SOURCE DATA:
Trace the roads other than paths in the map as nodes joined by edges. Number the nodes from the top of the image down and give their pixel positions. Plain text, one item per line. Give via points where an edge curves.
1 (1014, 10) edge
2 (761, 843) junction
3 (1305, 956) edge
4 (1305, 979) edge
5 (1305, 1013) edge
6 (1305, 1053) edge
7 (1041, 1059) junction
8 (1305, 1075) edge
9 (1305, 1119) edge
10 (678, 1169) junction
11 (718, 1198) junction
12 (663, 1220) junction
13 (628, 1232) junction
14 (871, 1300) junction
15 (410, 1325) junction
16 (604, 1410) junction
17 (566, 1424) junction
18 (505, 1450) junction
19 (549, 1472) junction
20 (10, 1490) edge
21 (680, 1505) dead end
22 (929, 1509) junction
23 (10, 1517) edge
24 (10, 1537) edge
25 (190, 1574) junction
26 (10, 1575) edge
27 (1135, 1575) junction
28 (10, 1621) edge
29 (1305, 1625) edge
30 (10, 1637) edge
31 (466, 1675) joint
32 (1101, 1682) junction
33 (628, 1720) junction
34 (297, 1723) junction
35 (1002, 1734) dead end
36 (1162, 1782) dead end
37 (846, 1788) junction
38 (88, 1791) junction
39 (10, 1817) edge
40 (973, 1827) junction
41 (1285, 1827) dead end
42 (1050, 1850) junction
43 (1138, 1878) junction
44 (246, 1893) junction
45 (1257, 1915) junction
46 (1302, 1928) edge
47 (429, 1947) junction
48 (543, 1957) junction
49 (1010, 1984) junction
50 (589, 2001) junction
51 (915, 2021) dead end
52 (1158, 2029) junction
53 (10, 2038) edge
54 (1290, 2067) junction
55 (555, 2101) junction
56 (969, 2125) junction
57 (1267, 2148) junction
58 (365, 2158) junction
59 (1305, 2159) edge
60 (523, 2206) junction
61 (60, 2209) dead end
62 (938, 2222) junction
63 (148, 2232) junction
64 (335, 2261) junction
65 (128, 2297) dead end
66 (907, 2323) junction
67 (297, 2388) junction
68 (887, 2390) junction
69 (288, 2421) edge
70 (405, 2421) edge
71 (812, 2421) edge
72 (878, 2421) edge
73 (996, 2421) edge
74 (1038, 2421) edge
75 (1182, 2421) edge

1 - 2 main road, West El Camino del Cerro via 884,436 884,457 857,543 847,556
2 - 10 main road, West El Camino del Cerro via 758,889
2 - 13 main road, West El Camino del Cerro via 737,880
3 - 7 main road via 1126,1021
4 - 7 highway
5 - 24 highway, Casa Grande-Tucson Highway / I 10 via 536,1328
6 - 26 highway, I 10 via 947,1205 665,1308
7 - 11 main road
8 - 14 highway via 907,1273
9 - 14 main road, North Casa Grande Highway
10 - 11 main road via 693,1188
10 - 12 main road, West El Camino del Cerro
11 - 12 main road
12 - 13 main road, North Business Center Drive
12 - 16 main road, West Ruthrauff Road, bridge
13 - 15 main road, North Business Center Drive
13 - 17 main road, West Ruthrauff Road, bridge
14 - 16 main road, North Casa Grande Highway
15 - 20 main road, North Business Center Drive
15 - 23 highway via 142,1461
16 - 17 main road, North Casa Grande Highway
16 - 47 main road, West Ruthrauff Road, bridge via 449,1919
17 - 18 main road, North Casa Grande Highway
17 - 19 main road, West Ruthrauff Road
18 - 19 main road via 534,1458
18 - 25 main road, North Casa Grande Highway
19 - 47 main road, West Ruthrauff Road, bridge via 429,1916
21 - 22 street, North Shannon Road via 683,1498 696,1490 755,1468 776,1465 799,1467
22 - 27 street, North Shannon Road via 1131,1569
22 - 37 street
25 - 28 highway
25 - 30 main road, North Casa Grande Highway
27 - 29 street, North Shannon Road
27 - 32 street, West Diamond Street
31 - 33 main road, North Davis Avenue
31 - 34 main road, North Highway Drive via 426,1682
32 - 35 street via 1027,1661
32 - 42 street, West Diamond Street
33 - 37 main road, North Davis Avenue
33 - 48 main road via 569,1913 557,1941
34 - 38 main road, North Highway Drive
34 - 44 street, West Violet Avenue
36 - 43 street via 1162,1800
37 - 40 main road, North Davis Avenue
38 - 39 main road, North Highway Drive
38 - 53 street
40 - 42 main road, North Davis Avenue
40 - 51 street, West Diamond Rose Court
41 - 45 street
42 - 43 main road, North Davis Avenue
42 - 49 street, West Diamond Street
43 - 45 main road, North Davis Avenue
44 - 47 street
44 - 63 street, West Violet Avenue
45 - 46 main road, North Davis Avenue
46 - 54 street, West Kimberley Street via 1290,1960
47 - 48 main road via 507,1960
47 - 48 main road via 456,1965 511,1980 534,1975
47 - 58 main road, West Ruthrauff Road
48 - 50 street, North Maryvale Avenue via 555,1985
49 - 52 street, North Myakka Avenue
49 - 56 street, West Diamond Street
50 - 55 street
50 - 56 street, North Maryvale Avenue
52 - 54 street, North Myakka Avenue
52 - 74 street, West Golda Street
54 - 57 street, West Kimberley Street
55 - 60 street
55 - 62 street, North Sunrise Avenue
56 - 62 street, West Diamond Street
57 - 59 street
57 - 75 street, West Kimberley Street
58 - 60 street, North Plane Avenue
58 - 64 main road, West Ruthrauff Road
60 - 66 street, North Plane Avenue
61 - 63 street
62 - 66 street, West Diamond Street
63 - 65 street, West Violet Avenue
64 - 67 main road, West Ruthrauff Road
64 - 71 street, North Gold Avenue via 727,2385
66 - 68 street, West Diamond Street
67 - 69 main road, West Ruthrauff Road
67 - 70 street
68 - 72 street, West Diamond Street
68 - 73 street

ABOUT THIS EXERCISE: Report how many lines in the material above include "Grande", and give no other words.

EXERCISE SOLUTION: 7